2. Urban vs Rural: Are there significant disparities between urban and rural areas?
3. Socio-Economic Correlation: Is there a relationship between territorial wealth and cultural supply?
4. Typological Diversity: What types of cultural venues exist and how are they distributed?
5. PACA Regional Focus: How does PACA compare to national averages?
6. How is public music infrastructure distributed across French departments?

## Dataset Information: SMAC Official Label (Quality Indicator)

**Source:** French Ministry of Culture - Web Scraping  

**Name:** SMAC (Scènes de Musiques Actuelles) Official Label List  

**Origin:** Ministry of Culture official web publication  

**Year:** LAst update : 17 décembre 2018

**URL:** https://www.culture.gouv.fr/Thematiques/Musique/Organismes/Scenes-de-musiques-actuelles-Smac 

**Content:** Official list of SMAC-labelled venues (contemporary music venues with official Ministry label)  

**Estimated Count:** ~100 SMAC venues nationwide  

**Collection Method:** Web scraping (BeautifulSoup)  

**File Locations:**  
- Raw: `data/raw/music_ref/smac_page.html`  
- Processed: `data/processed/music_ref/ref_smac.csv`
-   
**Format:** HTML → CSV

**Purpose:** Official quality indicator for music infrastructure - identifies venues with Ministry recognition

**Q6 Usage:** Cross-reference with BASILIC music venues to calculate SMAC recognition rate and identify officially labeled infrastructure

## What is a SMAC?

SMAC (Scène de musiques actuelles) is an official label awarded by the French Ministry of Culture to organisations that run a regular, professionally hosted live programme of contemporary music.
It covers a wide spectrum of genres, including rap, electronic, pop, rock, jazz, traditional music and world music.
The scheme was created in 1996 as the successor to the earlier “Cafés-musiques” programme, marking a step up in public policy support for the sector.

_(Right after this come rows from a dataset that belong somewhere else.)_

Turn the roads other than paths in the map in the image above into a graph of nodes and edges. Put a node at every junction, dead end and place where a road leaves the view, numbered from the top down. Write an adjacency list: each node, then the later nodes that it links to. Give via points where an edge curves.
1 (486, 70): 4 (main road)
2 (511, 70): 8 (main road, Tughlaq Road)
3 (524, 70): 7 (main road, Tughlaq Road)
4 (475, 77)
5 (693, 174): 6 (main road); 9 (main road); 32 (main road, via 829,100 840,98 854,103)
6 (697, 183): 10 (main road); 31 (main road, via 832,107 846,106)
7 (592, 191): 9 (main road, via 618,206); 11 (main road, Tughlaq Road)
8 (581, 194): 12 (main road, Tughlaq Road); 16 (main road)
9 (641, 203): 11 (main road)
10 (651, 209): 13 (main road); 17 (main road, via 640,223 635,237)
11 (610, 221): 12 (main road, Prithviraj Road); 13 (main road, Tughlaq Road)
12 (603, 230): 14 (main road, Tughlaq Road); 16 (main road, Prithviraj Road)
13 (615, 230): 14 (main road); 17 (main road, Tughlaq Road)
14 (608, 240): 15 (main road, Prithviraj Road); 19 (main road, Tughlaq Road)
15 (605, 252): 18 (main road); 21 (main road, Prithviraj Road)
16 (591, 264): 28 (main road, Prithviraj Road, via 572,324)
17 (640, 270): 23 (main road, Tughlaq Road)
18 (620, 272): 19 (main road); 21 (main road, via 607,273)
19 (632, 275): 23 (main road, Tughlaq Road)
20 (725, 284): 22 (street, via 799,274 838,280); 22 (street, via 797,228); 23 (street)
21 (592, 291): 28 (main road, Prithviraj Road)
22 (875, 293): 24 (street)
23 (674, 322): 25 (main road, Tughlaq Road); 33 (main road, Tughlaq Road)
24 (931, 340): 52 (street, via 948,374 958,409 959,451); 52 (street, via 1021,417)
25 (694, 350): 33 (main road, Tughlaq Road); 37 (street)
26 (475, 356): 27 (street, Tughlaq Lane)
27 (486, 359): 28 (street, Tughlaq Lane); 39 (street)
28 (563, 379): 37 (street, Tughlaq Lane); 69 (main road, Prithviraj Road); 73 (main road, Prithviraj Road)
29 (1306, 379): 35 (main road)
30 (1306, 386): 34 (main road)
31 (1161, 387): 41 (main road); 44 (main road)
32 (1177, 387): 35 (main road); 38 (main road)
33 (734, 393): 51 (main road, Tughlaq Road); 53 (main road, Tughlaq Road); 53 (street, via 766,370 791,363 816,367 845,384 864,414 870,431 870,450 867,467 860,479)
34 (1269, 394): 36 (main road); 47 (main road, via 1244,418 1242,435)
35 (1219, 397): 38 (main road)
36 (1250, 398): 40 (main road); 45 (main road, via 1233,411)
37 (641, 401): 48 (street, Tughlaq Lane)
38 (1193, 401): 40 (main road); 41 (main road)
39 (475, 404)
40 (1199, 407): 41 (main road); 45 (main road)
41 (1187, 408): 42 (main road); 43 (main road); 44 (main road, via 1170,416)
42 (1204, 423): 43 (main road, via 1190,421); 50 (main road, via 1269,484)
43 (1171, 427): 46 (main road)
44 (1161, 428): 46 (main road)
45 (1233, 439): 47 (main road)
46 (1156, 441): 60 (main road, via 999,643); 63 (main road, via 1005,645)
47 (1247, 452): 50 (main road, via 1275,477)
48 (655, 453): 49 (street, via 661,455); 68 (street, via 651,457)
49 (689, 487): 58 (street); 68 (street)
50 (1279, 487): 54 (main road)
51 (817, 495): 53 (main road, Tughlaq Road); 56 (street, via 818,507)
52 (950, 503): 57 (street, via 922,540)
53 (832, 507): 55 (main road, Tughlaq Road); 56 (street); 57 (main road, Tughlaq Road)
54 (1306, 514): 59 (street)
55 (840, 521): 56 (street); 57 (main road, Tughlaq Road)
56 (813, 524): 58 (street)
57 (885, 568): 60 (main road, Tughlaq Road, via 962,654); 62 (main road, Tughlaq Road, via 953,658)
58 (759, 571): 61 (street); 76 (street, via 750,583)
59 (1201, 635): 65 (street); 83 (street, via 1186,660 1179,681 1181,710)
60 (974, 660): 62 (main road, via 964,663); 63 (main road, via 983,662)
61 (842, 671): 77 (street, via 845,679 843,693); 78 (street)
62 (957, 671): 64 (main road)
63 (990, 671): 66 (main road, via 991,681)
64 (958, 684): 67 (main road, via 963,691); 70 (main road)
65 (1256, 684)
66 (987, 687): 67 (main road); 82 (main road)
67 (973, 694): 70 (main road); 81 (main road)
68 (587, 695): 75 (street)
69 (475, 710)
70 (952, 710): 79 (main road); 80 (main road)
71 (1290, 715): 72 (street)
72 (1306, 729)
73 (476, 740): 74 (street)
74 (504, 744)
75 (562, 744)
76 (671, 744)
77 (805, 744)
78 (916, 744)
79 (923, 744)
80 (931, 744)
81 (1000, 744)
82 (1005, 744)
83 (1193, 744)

A SMAC is expected to deliver an artistic and cultural project of public interest, anchored in its territory.
Its central objective is to foster, support and promote musical creation, with a strong focus on developing and emerging artists through regular concerts.
SMACs also provide artist development resources such as rehearsal opportunities, creative residencies, and tailored training or advisory support.
They work with both professional and amateur musicians and encourage the development and cross-over of artistic practices.

Cultural outreach is a core deliverable: SMACs run local cultural action programmes and aim to involve residents in the venue’s artistic project.
The network is distributed across mainland France and overseas territories, in both urban and rural contexts.
The Ministry currently reports 99 SMAC-labelled structures.

## SMAC dataset
We built a SMAC reference dataset to measure “official recognition” in our music infrastructure analysis and to enrich the project with a reliable external source.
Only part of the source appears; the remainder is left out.